DATA TO USE →
▼
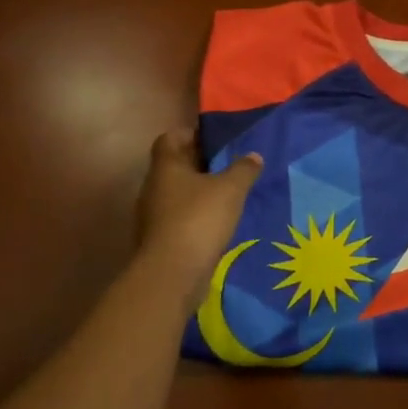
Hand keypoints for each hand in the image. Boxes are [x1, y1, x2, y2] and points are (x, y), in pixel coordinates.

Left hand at [136, 129, 262, 289]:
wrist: (173, 274)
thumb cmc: (199, 219)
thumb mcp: (230, 189)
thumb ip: (243, 169)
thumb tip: (253, 155)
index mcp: (166, 167)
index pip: (170, 138)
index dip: (192, 134)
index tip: (217, 140)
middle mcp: (154, 187)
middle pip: (176, 166)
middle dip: (201, 164)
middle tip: (231, 164)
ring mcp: (154, 215)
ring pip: (179, 194)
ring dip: (200, 192)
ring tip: (230, 194)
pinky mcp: (161, 239)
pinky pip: (180, 218)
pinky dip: (198, 216)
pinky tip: (220, 222)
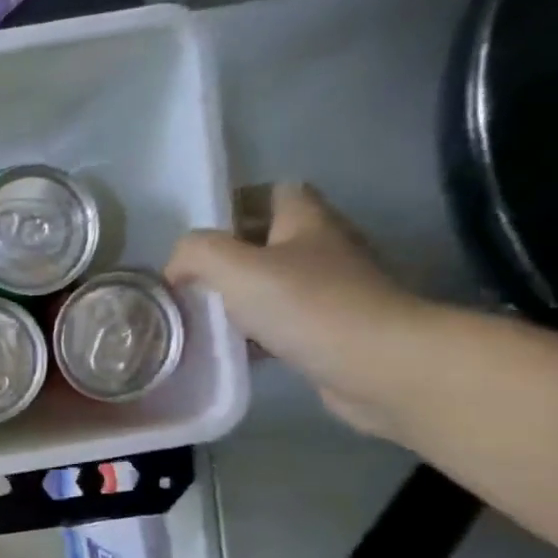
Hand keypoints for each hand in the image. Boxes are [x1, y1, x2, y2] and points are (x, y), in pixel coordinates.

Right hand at [166, 183, 434, 434]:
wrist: (380, 365)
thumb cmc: (307, 305)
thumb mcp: (235, 268)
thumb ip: (197, 253)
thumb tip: (177, 265)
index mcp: (308, 222)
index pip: (277, 192)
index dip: (238, 204)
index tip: (200, 232)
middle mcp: (326, 249)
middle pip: (273, 239)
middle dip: (232, 254)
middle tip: (192, 277)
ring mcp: (335, 292)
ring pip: (277, 283)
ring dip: (242, 295)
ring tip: (204, 314)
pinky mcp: (335, 330)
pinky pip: (286, 321)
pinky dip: (258, 331)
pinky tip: (235, 348)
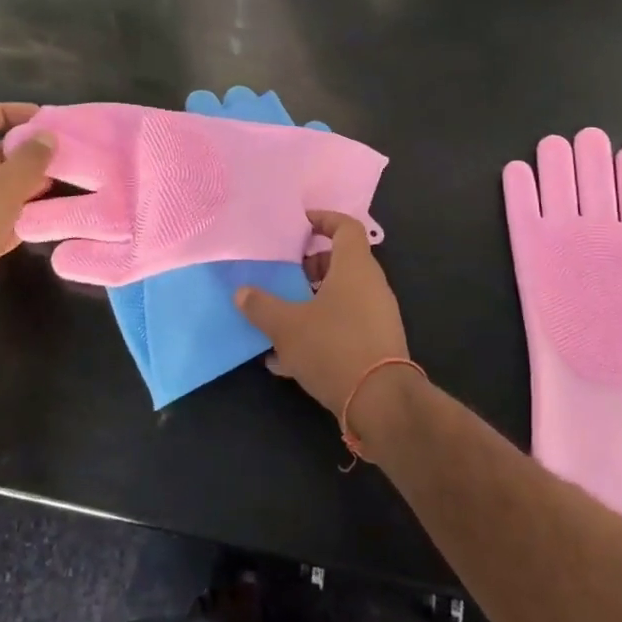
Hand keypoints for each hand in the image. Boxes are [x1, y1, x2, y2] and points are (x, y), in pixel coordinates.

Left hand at [0, 103, 53, 320]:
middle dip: (21, 153)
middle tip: (56, 155)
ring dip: (21, 184)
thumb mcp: (4, 186)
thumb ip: (30, 159)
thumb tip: (48, 135)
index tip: (40, 118)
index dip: (7, 113)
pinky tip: (42, 217)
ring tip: (55, 184)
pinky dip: (14, 213)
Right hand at [234, 211, 407, 416]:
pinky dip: (320, 331)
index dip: (323, 219)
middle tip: (285, 275)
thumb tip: (241, 292)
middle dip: (311, 267)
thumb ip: (261, 306)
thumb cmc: (333, 347)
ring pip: (342, 296)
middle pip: (342, 262)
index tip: (300, 225)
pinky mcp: (377, 344)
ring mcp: (377, 316)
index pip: (346, 226)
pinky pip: (345, 326)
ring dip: (313, 301)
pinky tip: (289, 359)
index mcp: (355, 267)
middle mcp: (371, 285)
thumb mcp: (287, 326)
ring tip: (281, 318)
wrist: (380, 402)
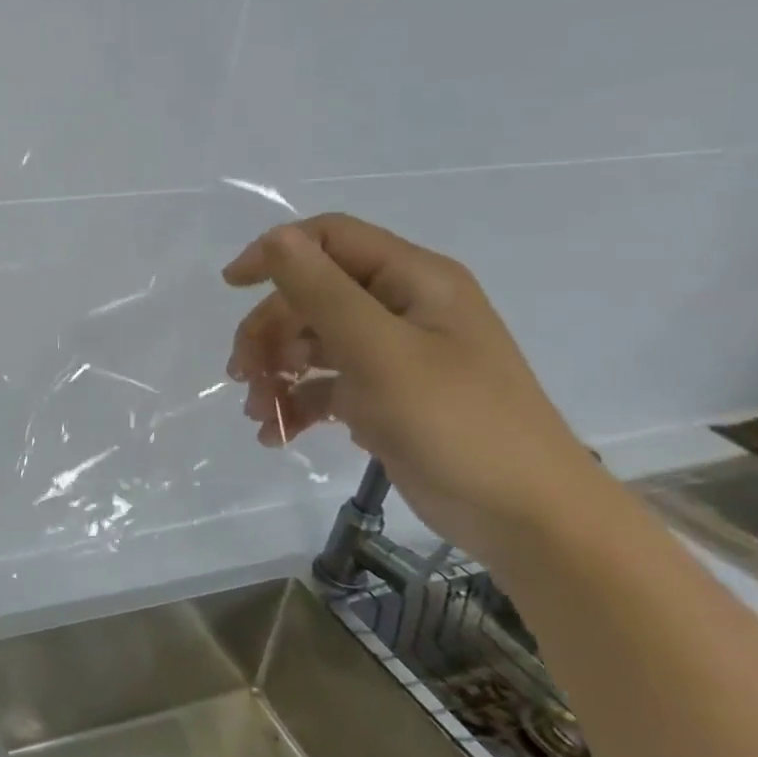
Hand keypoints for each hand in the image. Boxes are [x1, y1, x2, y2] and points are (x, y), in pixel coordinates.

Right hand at [222, 213, 608, 567]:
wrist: (526, 518)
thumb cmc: (454, 421)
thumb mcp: (378, 350)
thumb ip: (321, 291)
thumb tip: (275, 237)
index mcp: (413, 280)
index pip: (330, 239)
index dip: (276, 253)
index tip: (231, 287)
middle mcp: (402, 307)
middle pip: (310, 297)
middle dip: (268, 333)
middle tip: (242, 374)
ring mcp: (394, 354)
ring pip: (310, 343)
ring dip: (274, 372)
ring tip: (258, 412)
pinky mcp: (385, 396)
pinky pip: (324, 385)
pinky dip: (295, 404)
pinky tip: (277, 434)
▲
TASK DIRECTIONS →
From the records above, copy only the lines running from the line holding "thumb mcp: (235, 268)" through the line holding "index dip: (276, 253)", with no pictures.

OUTPUT OF THE TASK →
thumb mcp: (235, 268)
thumb ip: (197, 253)
thumb tip: (177, 265)
index mcp: (308, 222)
index pip: (277, 192)
index dip: (238, 204)
index tip: (200, 232)
middle mcp: (326, 249)
middle pip: (273, 239)
middle dip: (232, 254)
middle tip: (192, 277)
ring mcp: (335, 292)
ring pip: (277, 283)
ring dip: (242, 295)
ring tip: (204, 314)
pinky mcp: (335, 330)
pinky pip: (286, 321)
pinky dip: (258, 331)
pinky tip: (235, 348)
Hand keypoints for each hand in the image. Boxes are [x1, y1, x2, y2] and points are (x, y), in pixel coordinates.

Left hand at [0, 103, 53, 320]:
middle dip: (21, 153)
middle tip: (56, 155)
ring dip: (21, 184)
thumb mcp: (4, 186)
thumb ip: (30, 159)
thumb tip: (48, 135)
index tip: (40, 118)
index dip: (7, 113)
pinky tip: (42, 217)
ring tip: (55, 184)
pinky dip: (14, 213)
Right hand at [234, 211, 407, 416]:
pinky dip: (320, 331)
index dip: (323, 219)
middle tip: (285, 275)
thumb tip: (241, 292)
middle dip: (311, 267)
thumb ip: (261, 306)
thumb cmc: (333, 347)
ring pip: (342, 296)
middle pip: (342, 262)
index tip: (300, 225)
pinky mcp: (377, 344)
ring mcp: (377, 316)
index pip: (346, 226)
pinky pip: (345, 326)
ring dip: (313, 301)
pinky tip: (289, 359)
index mcp: (355, 267)
middle mcp: (371, 285)
thumb mcp: (287, 326)
ring tip: (281, 318)
wrist: (380, 402)
Hand keypoints for each hand in the image. Boxes are [x1, y1, x2, y2] and points are (x, y), in pixel coordinates.

Right hand at [222, 213, 608, 567]:
wrist: (526, 518)
thumb cmc: (454, 421)
thumb mcp: (378, 350)
thumb ip: (321, 291)
thumb tip: (275, 237)
index mcp: (413, 280)
index pip: (330, 239)
index dip: (276, 253)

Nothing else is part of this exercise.